Postgresql - What is the best strategy to safely move postgresql backup?

Requirement: postgresql backups should be copied to another server on daily basis to keep them safe using a script.

Problem Statement:

  1. Identify the name of the backup folder created on daily basis
  2. Identify the associated WAL segments

Why WAL segments are required? Without proper WAL segments postgresql cannot be started and end up getting error

INFO: archive-get command end: aborted with exception [119]
LOG:  could not open file "pg_xlog/###" (log file #, segment ##): No such file or directory

Solutions:

Option 1 - More coding to create the copy script

  1. Get the name of the backup folder created on daily basis from the last line of /var/lib/pgbackrest/backup/bahmni-postgres/backup.info. Copy this folder.

  2. Get the name of the WAL segments to be copied to ensure the backup sanctity is tricky as all WAL segments are archived in the same Archive folder /var/lib/pgbackrest/archive/. To identify the name of the WAL segments read /var/lib/pgbackrest/backup/bahmni-postgres/<name of the folder identified in step 1 above>/backup.manifest and read

    [backup]
    backup-archive-start="<start of WAL>"
    backup-archive-stop="<end of WAL>"
    

Copy all files from to from /var/lib/pgbackrest/archive/

  1. Backup folder of step 1 and WAL segment files of step 2 will maintain the sanctity of the backup and will be able to restore on another machine.

Option 2 - Moderate coding to create copy script

Copy WAL segments which are stored in /var/lib/pgsql/9.6/data/pg_xlog/ folder, in to the backup folders using --archive-copy option as mentioned here

Option 3 - Easy coding to create copy script While copying specific backup folder, also copy the entire /var/lib/pgbackrest/archive/. Size is the main Issue with this option archive folder stores all previous WAL segements too.

1 Like

The safer option for postgres backup seems to be to use: pg_dump command, which generates SQLs for all data across all tables in a database, and then can be restored into ANY version of postgres DB.

This seems a less geeky way of doing things, than doing a file-system backup and WAL segments. The filesystem or WAL backups seem to be recommended when DB is large and we want continuous replay backups with zero downtime. Also, they can get complex to restore if postgres versions are different. Isn’t it?

Can you provide more info on why you recommend this approach over pg_dump.

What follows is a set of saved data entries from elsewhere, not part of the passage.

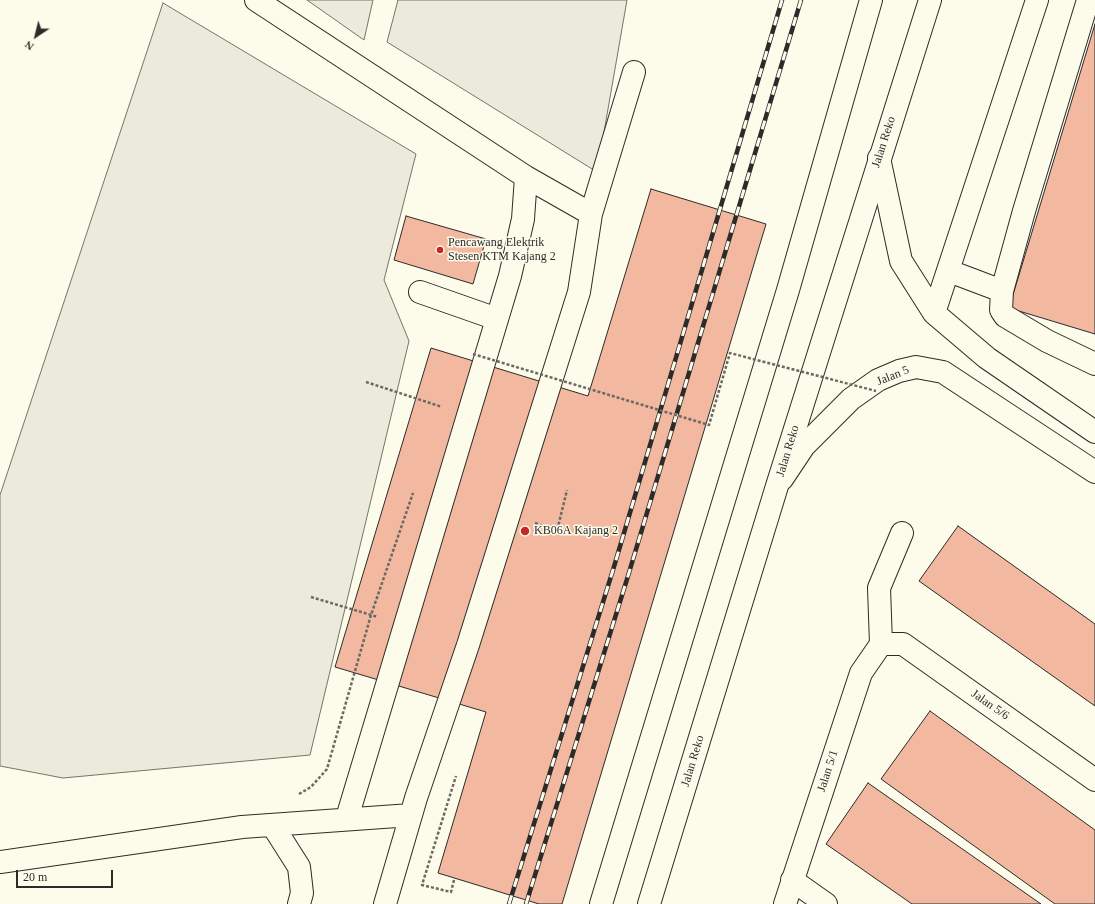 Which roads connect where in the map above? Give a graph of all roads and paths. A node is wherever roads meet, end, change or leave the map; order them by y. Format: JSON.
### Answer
{"nodes":[{"id":1,"x":256,"y":0,"type":"edge"},
{"id":2,"x":871,"y":0,"type":"edge"},
{"id":3,"x":930,"y":0,"type":"edge"},
{"id":4,"x":1037,"y":0,"type":"edge"},
{"id":5,"x":1088,"y":0,"type":"edge"},
{"id":6,"x":634,"y":72,"type":"dead end"},
{"id":7,"x":879,"y":158,"type":"junction"},
{"id":8,"x":526,"y":177,"type":"junction"},
{"id":9,"x":591,"y":214,"type":"junction"},
{"id":10,"x":949,"y":271,"type":"junction"},
{"id":11,"x":1002,"y":291,"type":"junction"},
{"id":12,"x":420,"y":292,"type":"dead end"},
{"id":13,"x":934,"y":313,"type":"junction"},
{"id":14,"x":497,"y":319,"type":"junction"},
{"id":15,"x":473,"y":354,"type":"dead end"},
{"id":16,"x":1095,"y":364,"type":"edge"},
{"id":17,"x":366,"y":382,"type":"dead end"},
{"id":18,"x":876,"y":391,"type":"dead end"},
{"id":19,"x":445,"y":400,"type":"dead end"},
{"id":20,"x":443,"y":407,"type":"junction"},
{"id":21,"x":440,"y":414,"type":"dead end"},
{"id":22,"x":1095,"y":432,"type":"edge"},
{"id":23,"x":1095,"y":472,"type":"edge"},
{"id":24,"x":777,"y":486,"type":"junction"},
{"id":25,"x":415,"y":489,"type":"dead end"},
{"id":26,"x":567,"y":490,"type":"dead end"},
{"id":27,"x":530,"y":521,"type":"dead end"},
{"id":28,"x":902,"y":533,"type":"dead end"},
{"id":29,"x":311,"y":597,"type":"dead end"},
{"id":30,"x":371,"y":615,"type":"junction"},
{"id":31,"x":385,"y":619,"type":"dead end"},
{"id":32,"x":881,"y":644,"type":"junction"},
{"id":33,"x":457,"y":772,"type":"dead end"},
{"id":34,"x":1095,"y":780,"type":"edge"},
{"id":35,"x":295,"y":797,"type":"dead end"},
{"id":36,"x":411,"y":815,"type":"junction"},
{"id":37,"x":347,"y":818,"type":"junction"},
{"id":38,"x":273,"y":826,"type":"junction"},
{"id":39,"x":0,"y":862,"type":"edge"},
{"id":40,"x":454,"y":880,"type":"dead end"},
{"id":41,"x":792,"y":880,"type":"junction"},
{"id":42,"x":299,"y":904,"type":"edge"},
{"id":43,"x":384,"y":904,"type":"edge"},
{"id":44,"x":601,"y":904,"type":"edge"},
{"id":45,"x":649,"y":904,"type":"edge"},
{"id":46,"x":785,"y":904,"type":"edge"},
{"id":47,"x":826,"y":904,"type":"edge"}],
"edges":[{"from":1,"to":8,"type":"street"},
{"from":2,"to":44,"type":"street"},
{"from":3,"to":7,"type":"street","name":"Jalan Reko"},
{"from":4,"to":10,"type":"street"},
{"from":5,"to":11,"type":"street"},
{"from":6,"to":9,"type":"street"},
{"from":7,"to":13,"type":"street"},
{"from":7,"to":24,"type":"street","name":"Jalan Reko"},
{"from":8,"to":9,"type":"street"},
{"from":8,"to":14,"type":"street"},
{"from":9,"to":36,"type":"street"},
{"from":10,"to":11,"type":"street"},
{"from":10,"to":13,"type":"street"},
{"from":11,"to":16,"type":"street"},
{"from":12,"to":14,"type":"street"},
{"from":13,"to":22,"type":"street"},
{"from":14,"to":37,"type":"street"},
{"from":15,"to":18,"type":"path","bridge":true},
{"from":17,"to":20,"type":"path"},
{"from":19,"to":20,"type":"path"},
{"from":20,"to":21,"type":"path"},
{"from":23,"to":24,"type":"street","name":"Jalan 5"},
{"from":24,"to":45,"type":"street","name":"Jalan Reko"},
{"from":25,"to":30,"type":"path"},
{"from":26,"to":27,"type":"path"},
{"from":28,"to":32,"type":"street"},
{"from":29,"to":30,"type":"path"},
{"from":30,"to":31,"type":"path"},
{"from":30,"to":35,"type":"path"},
{"from":32,"to":34,"type":"street","name":"Jalan 5/6"},
{"from":32,"to":41,"type":"street","name":"Jalan 5/1"},
{"from":33,"to":40,"type":"path"},
{"from":36,"to":37,"type":"street"},
{"from":36,"to":43,"type":"street"},
{"from":37,"to":38,"type":"street"},
{"from":38,"to":39,"type":"street"},
{"from":38,"to":42,"type":"street"},
{"from":41,"to":46,"type":"street","name":"Jalan 5/1"},
{"from":41,"to":47,"type":"street"}]}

Absolutely right! pg_dump is the safest and for the following reasons

  1. No worries about WAL segment
  2. Safe migration from lower versions to higher versions eg Bahmni 0.91 uses PostgeSQL 9.2 but Bahmni 0.92 onwards uses Postgresql 9.6. and only option to migrate in such a chase is pg_dump.

So why these options are proposed above?

  1. In most cases, production backups are happening at night and copied to another backup store. The proposed options are for safely copying backups generated using Bahmni commands, to a backup store.
  2. Bahmni uses pgbackrest for backup which is different than pg_dump
  3. Bahmni generated backups are stored in /var/lib/pgbackrest/. It has 2 folders archive and backup and one may tend to ignore archive folder (by the name of the folder) and may safely copy only backup folder which may not work in absence of WAL segments which are in the archive folder (unless used --archive-copy option on pgbackrest).
  4. Bahmni Wiki does not specify how to safely move backup generated using Bahmni commands from a production server to a backup store.

Thanks for explaining your rationale @ramashish

I guess Bahmni Wiki needs to have some better documentation (and tooling) on making it easier to do daily/weekly backups and restore – within same or different Postgres versions.

I will keep this in mind. thanks!